The Almost Moon | |
Author: | Alice Sebold |
Country: | USA |
Language: | English |
Genre: | Fiction |
Publisher: | Little, Brown and Company |
Pub Date: | 2007 |
Media Type: | Print (hardback) |
Pages: | 291 |
Isbn: | 0-316-67746-9 |
Dewey: | 813/.6 22 |
Congress: | PS3619.E26 A79 2007 |
Oclc: | 85830839 |
The Almost Moon is the third book and the second novel by the American author Alice Sebold, author of the memoir, Lucky and the best-selling novel The Lovely Bones. The Almost Moon was released by Little, Brown and Company in the United States on October 16, 2007.[1]
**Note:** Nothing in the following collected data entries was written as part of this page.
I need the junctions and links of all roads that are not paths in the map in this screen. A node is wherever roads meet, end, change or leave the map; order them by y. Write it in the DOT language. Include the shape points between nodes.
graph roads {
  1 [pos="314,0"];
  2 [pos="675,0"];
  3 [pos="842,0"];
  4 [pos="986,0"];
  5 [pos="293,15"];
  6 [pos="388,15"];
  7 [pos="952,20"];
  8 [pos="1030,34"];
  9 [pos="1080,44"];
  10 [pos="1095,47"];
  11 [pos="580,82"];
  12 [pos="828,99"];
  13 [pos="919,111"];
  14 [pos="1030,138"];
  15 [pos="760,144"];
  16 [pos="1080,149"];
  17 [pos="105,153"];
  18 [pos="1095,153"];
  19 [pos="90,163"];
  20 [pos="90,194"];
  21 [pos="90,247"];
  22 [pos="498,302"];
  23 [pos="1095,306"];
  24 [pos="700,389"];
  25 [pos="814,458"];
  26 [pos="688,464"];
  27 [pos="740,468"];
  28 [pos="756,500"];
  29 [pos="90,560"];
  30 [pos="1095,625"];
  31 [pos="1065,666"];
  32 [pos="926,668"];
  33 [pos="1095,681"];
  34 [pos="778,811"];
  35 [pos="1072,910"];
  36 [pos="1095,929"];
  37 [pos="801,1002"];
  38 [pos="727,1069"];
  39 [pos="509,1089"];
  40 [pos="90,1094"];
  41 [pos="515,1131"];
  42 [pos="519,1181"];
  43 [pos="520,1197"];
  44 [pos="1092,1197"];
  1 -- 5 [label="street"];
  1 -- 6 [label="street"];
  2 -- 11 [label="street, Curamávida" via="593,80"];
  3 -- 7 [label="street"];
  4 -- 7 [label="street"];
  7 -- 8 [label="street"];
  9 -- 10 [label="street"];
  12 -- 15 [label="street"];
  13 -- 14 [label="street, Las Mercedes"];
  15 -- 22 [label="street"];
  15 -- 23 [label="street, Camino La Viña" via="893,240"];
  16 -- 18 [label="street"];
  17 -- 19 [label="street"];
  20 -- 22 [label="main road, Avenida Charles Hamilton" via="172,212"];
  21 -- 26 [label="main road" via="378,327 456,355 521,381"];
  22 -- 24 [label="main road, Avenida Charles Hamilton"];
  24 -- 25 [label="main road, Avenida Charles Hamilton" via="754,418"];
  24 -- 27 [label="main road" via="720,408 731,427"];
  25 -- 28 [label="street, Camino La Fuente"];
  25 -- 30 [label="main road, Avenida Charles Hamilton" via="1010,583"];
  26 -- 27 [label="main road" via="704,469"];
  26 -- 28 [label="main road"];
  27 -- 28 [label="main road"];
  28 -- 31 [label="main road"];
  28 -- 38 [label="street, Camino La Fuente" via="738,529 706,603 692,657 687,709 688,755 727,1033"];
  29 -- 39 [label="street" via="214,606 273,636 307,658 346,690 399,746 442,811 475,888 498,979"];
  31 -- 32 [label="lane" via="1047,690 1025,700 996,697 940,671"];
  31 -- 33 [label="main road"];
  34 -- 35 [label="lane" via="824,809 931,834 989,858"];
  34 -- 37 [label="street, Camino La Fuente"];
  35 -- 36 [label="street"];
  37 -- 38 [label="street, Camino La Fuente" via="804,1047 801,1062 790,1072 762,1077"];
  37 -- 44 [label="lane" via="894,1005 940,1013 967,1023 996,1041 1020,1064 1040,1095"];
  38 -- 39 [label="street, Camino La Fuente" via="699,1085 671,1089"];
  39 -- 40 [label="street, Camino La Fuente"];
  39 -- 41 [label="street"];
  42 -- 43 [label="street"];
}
The professional art-class model, mother, and divorcee, Helen Knightly spontaneously murders her mother, an agoraphobic who is suffering from severe dementia, by suffocating her with a towel. But while Helen's act is almost unconscious, it also seems like the fulfilment of a long-cherished, buried desire, since she spent a lifetime trying to win the love of a mother who had none to spare.Over the next twenty-four hours, Helen recalls her: childhood, youth, marriage, and motherhood. Helen's life and the omnipresent relationship with her mother rush in at her as she confronts the choices that have brought her to that crossroads. Partly absent-mindedly, partly desperately she tries to conceal her crime, and in doing so ropes her ex-husband into the conspiracy.
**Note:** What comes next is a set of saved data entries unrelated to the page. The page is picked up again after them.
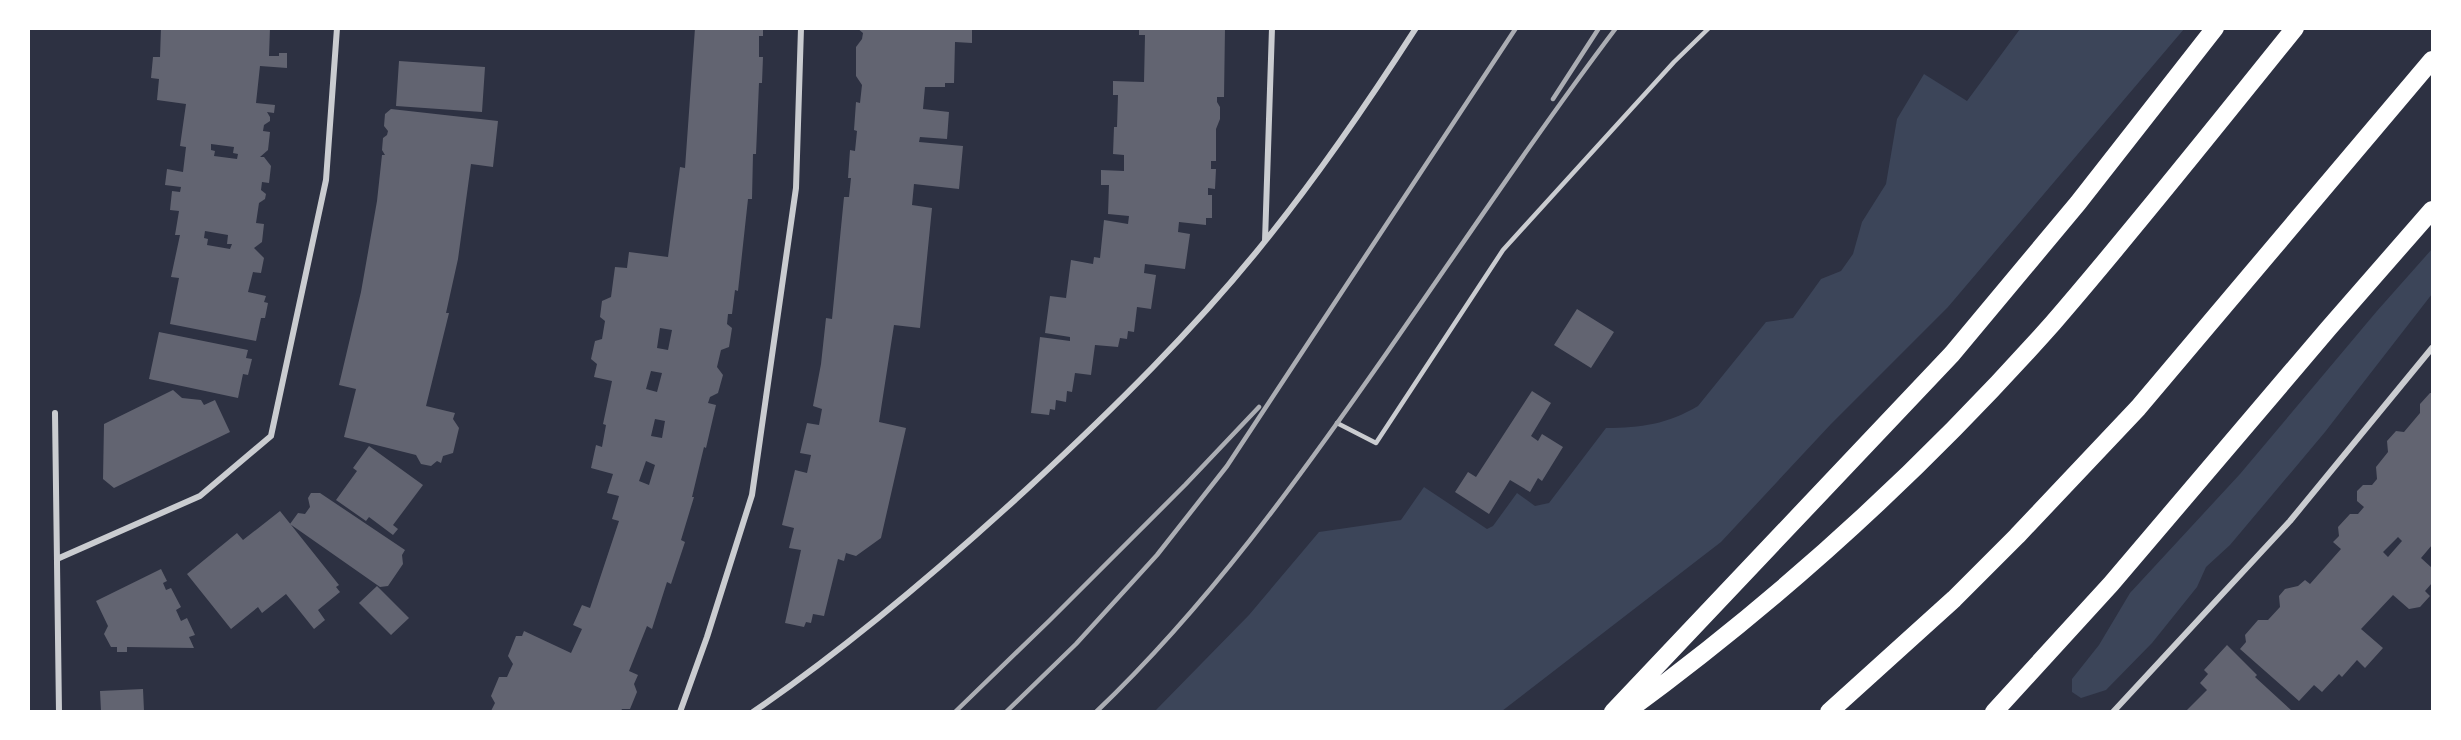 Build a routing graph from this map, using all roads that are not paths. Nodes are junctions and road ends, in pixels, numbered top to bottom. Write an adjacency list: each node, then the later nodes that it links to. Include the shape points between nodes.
1 (337, 28): 14 (street, via 326,180 271,436 200,496)
2 (801, 28): 16 (street, via 796,188 752,495)
3 (1272, 28): 10 (street)
4 (1416, 28): 10 (street, via 1373,95)
5 (1709, 28): 13 (lane, via 1503,250 1376,443)
6 (2215, 28): 18 (highway, via 1953,354)
7 (2295, 28): 19 (highway, via 2066,307 1936,446 1866,516 1730,633)
8 (2433, 60): 20 (highway, via 2138,408 1954,599)
9 (2433, 210): 21 (highway, via 2111,584)
10 (1265, 242): 17 (street, via 1092,428 979,533 880,616)
11 (2433, 348): 22 (street, via 2290,521)
12 (55, 413): 14 (street)
13 (1338, 423)
14 (57, 559): 15 (street)
15 (59, 711)
16 (680, 711)
17 (753, 711)
18 (1613, 711)
19 (1626, 711)
20 (1829, 711)
21 (1994, 711)
22 (2113, 711)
The novel received mixed reviews from literary critics. While some lauded the story for its unflinching portrayal of violence and mental illness in America, others found it messy or unconvincing. Eileen Battersby of The Irish Times described the novel as "comparable to Jeffrey Eugenides's The Virgin Suicides (1993), is a candid, at times horribly funny and often beautifully touching exploration of one woman's realisation that her life has been swallowed, or rather cancelled. The genius which guides The Almost Moon is its absolute, horrible, multiple truth; its staggering clarity."[2] Helen Dunmore of The Times notes that, "Chapter by chapter, Sebold peels away the layers of her narrator's misery and self-deception, and creates an extended and sometimes blackly comic critique of a popular literary genre."[3] While Kim Hedges of the San Francisco Chronicle concludes that the novel is "simultaneously uncomfortable and absorbing".[4] Similarly, Lee Siegel of The New York Times described the book as "so morally, emotionally and intellectually incoherent that it's bound to become a best seller."[5] In Literary Review, Carole Angier wrote: “Instead of awakening you to tragedy as The Lovely Bones does, as all good writing does, The Almost Moon makes you want to keep your eyes firmly closed.”[6] Michael Antman of PopMatters asserted that The Almost Moon is "vastly more resonant and real than the fairy tale that made her name".[7]
However, Anna Shapiro of The Guardian called The Almost Moon "unrealistic, but it's leavened with realistic description".[8] Writing for Village Voice, Elizabeth Hand was similarly critical of the book's subject matter, noting that, "the book is emotionally false... it is implausible that people would react to the murder as they do."[9] Sam Anderson of the New York Magazine criticized the novel for its similarity to Sebold's second book, The Lovely Bones, noting that, "it’s tempting to think that Sebold is self-plagiarizing strategically here, Faulkner style, in order to knit the books meaningfully together—but unfortunately there’s no real evidence of this. I wonder, instead, if her imaginative territory is just so small that we’ve already had the full tour."[10]